I tried freezing two cups of water, one with salt added and one with sugar added, to see which would freeze first. I conducted my experiment three times and each time the sugar water froze first. Why? — AM
Dissolving solids in water always lowers the water’s freezing temperature by an amount that’s proportional to the density of dissolved particles. If you double the density of particles in water, you double the amount by which the freezing temperature is lowered.

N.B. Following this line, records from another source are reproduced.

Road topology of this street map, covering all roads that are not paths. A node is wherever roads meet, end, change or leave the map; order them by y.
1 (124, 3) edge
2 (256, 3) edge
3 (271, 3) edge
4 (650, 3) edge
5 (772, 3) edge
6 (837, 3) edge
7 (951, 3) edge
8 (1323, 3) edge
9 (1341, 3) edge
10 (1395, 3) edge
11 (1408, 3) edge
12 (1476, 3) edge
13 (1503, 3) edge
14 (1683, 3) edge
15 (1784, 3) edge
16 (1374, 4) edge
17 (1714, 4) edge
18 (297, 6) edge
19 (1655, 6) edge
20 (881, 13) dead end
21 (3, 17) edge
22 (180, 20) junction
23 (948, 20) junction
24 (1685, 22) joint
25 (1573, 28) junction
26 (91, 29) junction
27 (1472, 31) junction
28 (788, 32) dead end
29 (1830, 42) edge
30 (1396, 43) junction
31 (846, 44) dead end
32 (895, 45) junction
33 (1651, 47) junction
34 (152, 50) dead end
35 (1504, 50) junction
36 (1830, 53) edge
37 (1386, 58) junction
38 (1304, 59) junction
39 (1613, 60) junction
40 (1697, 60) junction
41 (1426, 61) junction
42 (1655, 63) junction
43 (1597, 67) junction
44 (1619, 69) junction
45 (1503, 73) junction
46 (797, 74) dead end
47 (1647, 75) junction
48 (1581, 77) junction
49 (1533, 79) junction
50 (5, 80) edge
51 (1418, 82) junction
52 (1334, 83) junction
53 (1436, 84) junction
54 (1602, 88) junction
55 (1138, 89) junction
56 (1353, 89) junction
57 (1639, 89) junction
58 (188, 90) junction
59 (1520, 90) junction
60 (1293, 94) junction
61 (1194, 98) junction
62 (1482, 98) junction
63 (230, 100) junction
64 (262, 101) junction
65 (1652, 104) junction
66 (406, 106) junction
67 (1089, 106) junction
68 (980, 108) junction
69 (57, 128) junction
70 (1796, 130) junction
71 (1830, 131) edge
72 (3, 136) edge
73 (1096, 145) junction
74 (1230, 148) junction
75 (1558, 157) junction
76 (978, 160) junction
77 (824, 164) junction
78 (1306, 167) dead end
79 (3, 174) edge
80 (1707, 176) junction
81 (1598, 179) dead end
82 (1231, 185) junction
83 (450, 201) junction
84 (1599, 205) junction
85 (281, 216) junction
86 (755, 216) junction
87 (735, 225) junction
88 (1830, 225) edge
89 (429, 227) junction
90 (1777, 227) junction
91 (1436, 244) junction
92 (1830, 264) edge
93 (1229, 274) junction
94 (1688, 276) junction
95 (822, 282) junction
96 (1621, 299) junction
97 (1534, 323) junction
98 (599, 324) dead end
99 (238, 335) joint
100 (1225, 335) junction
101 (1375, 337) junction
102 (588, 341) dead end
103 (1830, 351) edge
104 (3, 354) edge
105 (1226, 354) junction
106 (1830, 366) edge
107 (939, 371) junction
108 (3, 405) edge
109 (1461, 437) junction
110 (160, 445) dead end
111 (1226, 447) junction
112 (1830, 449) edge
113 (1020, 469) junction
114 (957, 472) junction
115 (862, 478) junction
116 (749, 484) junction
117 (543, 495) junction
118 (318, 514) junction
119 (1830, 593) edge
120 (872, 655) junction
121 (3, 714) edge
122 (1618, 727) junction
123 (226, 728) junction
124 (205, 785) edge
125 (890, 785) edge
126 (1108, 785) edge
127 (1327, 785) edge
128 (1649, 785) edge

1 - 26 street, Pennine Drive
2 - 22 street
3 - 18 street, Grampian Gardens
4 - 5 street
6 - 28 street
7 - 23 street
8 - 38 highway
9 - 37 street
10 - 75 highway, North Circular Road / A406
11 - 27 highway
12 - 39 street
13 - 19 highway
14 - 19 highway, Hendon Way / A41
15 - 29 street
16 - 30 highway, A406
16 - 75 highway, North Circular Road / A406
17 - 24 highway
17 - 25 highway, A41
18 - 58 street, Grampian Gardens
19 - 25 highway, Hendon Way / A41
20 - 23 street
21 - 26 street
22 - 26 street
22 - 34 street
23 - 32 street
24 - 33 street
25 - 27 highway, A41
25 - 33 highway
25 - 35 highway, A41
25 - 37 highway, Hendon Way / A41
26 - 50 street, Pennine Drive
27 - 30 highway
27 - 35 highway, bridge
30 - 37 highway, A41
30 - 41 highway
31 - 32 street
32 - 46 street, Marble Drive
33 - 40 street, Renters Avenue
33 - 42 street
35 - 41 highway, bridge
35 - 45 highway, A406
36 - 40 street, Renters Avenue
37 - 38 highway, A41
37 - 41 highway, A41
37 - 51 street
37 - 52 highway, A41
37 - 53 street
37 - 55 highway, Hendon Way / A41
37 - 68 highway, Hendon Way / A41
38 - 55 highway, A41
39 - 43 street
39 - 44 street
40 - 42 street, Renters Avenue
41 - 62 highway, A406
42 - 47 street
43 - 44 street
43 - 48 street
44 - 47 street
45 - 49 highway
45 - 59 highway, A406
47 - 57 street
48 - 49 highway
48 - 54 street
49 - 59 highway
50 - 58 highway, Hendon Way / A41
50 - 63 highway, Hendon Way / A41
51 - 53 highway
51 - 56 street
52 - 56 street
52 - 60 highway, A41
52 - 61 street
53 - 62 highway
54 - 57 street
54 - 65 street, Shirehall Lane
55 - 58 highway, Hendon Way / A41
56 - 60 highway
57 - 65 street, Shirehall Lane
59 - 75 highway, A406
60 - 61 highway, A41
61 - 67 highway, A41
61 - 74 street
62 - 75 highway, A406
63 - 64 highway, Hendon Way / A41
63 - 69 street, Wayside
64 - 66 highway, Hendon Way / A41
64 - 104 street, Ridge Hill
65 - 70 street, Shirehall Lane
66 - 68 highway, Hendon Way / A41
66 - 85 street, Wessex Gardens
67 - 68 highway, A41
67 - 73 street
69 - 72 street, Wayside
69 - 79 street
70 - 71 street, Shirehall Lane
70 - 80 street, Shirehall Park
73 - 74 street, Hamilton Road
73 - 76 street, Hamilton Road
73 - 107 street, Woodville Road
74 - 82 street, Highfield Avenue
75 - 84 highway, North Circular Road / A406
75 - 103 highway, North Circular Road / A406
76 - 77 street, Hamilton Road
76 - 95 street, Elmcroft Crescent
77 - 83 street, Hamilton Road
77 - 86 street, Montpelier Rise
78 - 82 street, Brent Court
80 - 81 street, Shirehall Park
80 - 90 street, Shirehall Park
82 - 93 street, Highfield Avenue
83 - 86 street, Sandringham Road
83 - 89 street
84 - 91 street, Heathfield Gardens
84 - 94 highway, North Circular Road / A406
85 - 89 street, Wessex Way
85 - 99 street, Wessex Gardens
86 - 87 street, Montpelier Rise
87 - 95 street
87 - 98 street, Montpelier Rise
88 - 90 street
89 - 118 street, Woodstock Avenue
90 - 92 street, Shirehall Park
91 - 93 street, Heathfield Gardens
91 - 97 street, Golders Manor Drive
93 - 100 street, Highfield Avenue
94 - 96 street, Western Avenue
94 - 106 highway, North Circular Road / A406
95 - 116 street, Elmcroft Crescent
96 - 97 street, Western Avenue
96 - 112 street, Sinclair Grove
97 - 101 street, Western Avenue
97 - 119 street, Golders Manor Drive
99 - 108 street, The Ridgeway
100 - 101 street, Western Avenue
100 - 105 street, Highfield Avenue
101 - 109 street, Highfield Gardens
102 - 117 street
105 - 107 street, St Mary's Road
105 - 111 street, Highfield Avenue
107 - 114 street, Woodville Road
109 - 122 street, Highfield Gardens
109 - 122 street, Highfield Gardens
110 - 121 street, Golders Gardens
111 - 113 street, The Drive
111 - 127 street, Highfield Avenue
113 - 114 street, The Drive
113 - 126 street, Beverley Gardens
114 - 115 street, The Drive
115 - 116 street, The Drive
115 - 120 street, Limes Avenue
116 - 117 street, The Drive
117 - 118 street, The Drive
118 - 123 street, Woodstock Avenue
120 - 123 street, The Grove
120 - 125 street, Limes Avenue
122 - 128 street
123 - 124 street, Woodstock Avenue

While salt and sugar both dissolve in water and thus both lower its freezing temperature, salt is much more effective than sugar. That’s because salt produces far more dissolved particles per pound or per cup than sugar. First, table salt (sodium chloride) is almost 40% more dense than cane sugar (sucrose), so that a cup of salt weighs much more than a cup of cane sugar. Second, a salt molecule (NaCl) weighs only about 8.5% as much as a sucrose molecule (C12H22O11), so there are far more salt molecules in a pound of salt than sugar molecules in a pound of sugar. Finally, when salt dissolves in water, it decomposes into ions: Na+ and Cl–. That decomposition doubles the density of dissolved particles produced when salt dissolves. Sugar molecules remain intact when they dissolve, so there is no doubling effect. Thus salt produces a much higher density of dissolved particles than sugar, whether you compare them cup for cup or pound for pound, and thus lowers water’s freezing temperature more effectively. That’s why the salt water is so slow to freeze.